→ **Material to process**:
· · ·
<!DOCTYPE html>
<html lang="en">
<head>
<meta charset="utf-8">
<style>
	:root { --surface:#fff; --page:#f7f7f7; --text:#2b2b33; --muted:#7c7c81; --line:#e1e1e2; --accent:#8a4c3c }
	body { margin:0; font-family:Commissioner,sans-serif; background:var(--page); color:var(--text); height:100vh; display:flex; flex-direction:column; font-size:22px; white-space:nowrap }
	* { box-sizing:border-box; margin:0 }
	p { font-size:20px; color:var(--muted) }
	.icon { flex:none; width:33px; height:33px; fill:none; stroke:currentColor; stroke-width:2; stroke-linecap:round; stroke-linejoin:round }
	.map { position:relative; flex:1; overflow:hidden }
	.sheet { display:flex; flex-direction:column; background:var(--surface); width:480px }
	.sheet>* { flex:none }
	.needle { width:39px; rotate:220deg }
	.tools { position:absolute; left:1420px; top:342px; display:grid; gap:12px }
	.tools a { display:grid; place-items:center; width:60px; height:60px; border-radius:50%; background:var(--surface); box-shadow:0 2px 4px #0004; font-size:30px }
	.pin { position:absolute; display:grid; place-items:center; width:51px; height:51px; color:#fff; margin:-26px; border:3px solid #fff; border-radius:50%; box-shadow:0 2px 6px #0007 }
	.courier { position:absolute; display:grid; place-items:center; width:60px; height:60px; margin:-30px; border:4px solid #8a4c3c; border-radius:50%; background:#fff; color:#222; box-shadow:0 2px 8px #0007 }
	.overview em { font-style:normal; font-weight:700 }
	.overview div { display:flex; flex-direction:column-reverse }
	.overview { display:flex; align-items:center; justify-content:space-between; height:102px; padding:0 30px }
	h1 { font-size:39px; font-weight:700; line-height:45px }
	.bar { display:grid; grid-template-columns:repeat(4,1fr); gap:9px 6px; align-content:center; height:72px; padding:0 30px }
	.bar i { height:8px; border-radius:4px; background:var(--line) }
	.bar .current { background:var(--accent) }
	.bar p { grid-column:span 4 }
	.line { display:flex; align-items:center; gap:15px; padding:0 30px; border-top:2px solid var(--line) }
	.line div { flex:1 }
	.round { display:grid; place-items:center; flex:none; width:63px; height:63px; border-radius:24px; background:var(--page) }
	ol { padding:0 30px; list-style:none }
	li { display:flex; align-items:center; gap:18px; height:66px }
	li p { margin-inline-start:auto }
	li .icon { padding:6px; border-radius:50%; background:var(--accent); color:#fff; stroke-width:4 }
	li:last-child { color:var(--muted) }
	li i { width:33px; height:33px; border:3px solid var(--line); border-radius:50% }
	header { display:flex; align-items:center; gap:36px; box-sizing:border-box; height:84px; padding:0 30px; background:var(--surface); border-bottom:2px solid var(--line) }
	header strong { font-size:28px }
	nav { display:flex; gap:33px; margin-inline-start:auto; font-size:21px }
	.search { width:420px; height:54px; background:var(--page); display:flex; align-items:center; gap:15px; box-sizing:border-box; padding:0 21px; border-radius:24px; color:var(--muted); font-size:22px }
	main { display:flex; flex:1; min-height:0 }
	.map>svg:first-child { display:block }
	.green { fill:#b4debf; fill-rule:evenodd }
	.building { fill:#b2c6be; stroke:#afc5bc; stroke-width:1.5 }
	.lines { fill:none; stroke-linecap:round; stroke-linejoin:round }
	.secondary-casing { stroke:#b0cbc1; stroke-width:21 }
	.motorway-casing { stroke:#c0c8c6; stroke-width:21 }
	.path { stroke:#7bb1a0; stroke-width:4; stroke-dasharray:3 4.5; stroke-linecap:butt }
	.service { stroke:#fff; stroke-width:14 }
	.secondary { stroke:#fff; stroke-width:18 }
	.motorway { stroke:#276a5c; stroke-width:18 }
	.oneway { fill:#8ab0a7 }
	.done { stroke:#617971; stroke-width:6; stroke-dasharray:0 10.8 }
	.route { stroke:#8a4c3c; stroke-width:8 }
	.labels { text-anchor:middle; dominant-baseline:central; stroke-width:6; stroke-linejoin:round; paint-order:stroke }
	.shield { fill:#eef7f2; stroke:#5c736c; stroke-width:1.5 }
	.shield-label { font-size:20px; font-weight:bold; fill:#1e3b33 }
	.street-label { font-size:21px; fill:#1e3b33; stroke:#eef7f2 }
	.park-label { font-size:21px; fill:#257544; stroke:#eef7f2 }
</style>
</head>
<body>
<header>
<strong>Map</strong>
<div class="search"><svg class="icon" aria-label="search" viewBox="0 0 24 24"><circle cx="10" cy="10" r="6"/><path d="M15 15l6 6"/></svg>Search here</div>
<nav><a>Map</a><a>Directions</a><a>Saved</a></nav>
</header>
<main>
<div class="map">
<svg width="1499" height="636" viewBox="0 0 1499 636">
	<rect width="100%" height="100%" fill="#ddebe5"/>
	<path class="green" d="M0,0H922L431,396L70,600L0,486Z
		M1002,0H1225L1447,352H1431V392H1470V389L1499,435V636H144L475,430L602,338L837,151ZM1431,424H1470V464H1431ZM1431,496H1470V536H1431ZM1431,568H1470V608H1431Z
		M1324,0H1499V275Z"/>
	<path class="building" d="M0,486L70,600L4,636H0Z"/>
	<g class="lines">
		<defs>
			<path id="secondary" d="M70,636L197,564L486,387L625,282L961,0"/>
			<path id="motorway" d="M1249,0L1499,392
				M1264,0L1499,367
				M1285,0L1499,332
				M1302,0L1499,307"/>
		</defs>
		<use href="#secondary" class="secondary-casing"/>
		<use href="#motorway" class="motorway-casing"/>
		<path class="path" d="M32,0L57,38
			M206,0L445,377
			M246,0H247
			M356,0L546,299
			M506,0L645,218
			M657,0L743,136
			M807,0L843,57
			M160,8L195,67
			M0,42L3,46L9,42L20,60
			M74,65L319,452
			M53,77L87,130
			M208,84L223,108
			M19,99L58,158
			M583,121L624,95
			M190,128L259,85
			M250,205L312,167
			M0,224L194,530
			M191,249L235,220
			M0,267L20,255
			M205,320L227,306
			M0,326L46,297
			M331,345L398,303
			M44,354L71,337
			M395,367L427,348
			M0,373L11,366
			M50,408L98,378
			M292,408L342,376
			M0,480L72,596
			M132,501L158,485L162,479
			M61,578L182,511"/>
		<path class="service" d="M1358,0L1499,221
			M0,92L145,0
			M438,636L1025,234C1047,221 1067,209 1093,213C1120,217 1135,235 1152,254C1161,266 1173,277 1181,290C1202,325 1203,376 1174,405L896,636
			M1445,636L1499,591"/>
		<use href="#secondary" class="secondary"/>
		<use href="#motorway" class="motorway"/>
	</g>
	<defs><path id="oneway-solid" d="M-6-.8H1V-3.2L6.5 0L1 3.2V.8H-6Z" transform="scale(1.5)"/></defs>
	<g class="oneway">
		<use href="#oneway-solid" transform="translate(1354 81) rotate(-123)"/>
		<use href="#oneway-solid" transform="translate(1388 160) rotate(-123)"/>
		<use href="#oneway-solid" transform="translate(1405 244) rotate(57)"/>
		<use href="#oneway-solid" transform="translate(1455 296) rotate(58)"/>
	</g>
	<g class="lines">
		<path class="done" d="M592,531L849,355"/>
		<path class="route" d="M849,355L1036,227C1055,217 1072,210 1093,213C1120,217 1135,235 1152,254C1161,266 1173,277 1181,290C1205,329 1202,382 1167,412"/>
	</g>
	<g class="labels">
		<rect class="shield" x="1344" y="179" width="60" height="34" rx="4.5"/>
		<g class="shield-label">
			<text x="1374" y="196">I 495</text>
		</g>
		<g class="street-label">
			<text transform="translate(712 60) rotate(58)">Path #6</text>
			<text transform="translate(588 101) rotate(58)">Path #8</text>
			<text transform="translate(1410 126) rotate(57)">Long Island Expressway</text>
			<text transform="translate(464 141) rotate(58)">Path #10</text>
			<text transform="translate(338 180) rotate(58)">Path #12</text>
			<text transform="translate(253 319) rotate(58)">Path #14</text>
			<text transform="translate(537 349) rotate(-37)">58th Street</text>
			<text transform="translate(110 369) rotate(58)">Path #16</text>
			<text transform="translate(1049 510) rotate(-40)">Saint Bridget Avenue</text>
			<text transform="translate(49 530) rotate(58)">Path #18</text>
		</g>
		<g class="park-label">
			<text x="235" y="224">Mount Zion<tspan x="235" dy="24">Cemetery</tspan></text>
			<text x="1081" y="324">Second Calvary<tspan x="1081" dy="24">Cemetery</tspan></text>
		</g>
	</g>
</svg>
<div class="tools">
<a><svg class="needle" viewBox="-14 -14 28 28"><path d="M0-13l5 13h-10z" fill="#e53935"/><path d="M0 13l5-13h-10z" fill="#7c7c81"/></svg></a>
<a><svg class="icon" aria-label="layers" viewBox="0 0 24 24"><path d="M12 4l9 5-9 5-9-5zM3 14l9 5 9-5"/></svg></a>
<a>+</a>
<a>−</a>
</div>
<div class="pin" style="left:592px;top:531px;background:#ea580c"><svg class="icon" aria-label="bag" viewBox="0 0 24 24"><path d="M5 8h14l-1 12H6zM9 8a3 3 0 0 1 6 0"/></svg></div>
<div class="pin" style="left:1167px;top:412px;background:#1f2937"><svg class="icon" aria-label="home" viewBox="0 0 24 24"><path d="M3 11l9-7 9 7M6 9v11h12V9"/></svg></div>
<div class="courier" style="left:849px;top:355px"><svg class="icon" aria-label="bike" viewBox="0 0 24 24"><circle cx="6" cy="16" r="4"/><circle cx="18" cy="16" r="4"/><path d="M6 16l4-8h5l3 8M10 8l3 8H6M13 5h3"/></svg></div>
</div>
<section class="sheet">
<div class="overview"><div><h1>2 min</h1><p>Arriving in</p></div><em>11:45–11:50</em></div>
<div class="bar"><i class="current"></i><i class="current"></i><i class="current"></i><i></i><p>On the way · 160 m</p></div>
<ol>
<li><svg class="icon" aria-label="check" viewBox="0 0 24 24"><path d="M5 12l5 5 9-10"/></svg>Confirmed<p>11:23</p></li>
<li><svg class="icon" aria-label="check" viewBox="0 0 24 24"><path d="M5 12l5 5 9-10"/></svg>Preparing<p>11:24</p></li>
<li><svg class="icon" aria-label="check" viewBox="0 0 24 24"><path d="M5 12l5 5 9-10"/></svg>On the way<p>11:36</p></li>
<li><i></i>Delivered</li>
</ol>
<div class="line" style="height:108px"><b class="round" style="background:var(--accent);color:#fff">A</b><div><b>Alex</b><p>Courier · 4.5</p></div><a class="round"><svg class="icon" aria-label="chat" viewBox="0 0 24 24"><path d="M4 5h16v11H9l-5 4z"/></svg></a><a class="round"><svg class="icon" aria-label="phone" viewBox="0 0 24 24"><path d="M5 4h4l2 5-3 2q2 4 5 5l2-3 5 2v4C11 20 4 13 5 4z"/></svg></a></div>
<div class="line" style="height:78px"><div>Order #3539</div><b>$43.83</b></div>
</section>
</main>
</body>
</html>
· · ·
→ **Task instructions**: Once every line above has been checked for the string "tools", give the number of matching lines and nothing more.

→ **Output**: 3